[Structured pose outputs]
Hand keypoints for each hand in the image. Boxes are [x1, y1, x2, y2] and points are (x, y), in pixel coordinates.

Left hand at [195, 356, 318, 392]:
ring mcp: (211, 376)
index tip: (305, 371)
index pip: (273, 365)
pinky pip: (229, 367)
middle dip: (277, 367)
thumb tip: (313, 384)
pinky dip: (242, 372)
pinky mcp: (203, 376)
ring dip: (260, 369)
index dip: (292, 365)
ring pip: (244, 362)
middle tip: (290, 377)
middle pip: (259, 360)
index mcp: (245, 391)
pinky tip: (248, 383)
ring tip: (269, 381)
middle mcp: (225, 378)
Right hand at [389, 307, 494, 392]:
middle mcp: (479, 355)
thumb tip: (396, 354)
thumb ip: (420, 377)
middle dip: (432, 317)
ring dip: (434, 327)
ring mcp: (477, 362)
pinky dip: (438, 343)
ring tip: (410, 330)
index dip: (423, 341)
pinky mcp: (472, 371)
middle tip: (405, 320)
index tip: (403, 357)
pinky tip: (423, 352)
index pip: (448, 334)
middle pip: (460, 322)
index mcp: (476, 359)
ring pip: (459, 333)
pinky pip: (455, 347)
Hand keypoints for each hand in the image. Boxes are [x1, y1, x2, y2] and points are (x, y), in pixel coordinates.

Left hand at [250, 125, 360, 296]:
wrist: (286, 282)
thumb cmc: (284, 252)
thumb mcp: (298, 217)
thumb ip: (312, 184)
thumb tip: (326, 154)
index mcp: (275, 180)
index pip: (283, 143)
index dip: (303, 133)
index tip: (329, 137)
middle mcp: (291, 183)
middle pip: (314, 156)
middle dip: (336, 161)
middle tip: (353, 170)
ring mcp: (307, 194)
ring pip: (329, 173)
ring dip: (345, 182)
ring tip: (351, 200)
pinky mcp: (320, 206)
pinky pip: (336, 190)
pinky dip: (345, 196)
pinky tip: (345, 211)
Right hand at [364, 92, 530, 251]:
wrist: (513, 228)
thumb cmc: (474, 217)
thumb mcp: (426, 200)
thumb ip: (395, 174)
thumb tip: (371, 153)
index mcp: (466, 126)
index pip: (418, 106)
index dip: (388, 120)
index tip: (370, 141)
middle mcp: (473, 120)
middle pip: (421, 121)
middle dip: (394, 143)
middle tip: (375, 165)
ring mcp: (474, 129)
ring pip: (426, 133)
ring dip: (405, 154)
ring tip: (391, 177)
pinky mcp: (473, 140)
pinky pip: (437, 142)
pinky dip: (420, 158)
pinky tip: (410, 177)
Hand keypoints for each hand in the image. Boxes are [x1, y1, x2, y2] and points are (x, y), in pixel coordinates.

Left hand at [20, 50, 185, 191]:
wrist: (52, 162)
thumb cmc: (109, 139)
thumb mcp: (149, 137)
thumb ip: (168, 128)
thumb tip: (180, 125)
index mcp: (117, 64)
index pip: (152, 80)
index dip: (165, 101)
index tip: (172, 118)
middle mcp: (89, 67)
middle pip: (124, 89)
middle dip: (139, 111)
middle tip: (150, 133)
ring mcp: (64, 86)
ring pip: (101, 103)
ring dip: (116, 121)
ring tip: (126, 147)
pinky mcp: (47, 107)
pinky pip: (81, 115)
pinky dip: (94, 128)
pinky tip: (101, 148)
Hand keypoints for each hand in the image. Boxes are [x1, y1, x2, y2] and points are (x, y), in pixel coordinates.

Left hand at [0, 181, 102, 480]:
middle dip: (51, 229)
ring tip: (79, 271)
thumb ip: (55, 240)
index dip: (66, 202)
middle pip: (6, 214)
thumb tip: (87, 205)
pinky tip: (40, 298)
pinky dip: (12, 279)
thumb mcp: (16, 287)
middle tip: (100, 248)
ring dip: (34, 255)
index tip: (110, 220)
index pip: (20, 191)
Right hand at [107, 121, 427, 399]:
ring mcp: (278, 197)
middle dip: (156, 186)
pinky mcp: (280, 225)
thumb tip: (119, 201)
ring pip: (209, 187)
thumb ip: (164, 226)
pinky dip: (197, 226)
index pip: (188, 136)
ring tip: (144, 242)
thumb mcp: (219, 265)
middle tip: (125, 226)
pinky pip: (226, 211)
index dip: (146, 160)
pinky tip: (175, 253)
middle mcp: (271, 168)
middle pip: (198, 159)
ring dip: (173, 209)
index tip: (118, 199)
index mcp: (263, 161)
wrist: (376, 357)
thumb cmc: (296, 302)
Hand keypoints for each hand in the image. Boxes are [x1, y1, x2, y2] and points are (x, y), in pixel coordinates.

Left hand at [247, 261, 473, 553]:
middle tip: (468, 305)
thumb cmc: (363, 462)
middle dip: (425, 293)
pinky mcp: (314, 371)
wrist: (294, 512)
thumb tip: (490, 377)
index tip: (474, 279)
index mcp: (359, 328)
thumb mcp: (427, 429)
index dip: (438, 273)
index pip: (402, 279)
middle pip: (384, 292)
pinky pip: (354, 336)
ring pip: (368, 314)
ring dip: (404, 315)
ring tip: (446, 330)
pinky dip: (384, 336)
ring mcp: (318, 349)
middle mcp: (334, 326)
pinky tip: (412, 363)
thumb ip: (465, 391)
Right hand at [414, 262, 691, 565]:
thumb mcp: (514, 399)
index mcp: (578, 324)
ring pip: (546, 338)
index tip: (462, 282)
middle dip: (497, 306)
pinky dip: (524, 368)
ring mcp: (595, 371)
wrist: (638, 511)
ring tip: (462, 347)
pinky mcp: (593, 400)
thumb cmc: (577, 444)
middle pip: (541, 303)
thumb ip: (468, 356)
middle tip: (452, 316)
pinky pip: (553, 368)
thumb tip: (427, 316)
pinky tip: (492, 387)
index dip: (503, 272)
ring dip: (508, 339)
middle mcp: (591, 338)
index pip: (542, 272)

**ABOUT THIS EXERCISE**
Repeat only the lines starting at the one that contains "thumb tip: (490, 377)" and ending at the last line above, exactly as written.

**OUTPUT OF THE EXERCISE**
thumb tip: (490, 377)
index tip: (474, 279)
index mcp: (359, 328)
thumb mcp: (427, 429)
index dip: (438, 273)
index pip: (402, 279)
middle pip: (384, 292)
pinky pip: (354, 336)
ring pip: (368, 314)
ring dip: (404, 315)
ring tip: (446, 330)
pinky dip: (384, 336)
ring mcp: (318, 349)
middle mcp: (334, 326)
pinky tip: (412, 363)
thumb ip: (465, 391)
Right hand at [414, 262, 691, 565]:
thumb mcp: (514, 399)
index mcp: (578, 324)
ring pip: (546, 338)
index tip: (462, 282)
middle dip: (497, 306)
pinky dip: (524, 368)
ring mcp: (595, 371)
wrist: (638, 511)
ring tip: (462, 347)
pinky mcp: (593, 400)
thumb cmc: (577, 444)
middle pip: (541, 303)
thumb ip: (468, 356)
middle tip: (452, 316)
pinky pip: (553, 368)
thumb tip: (427, 316)
pinky tip: (492, 387)
index dip: (503, 272)
ring dip: (508, 339)
middle mcp: (591, 338)
index pip: (542, 272)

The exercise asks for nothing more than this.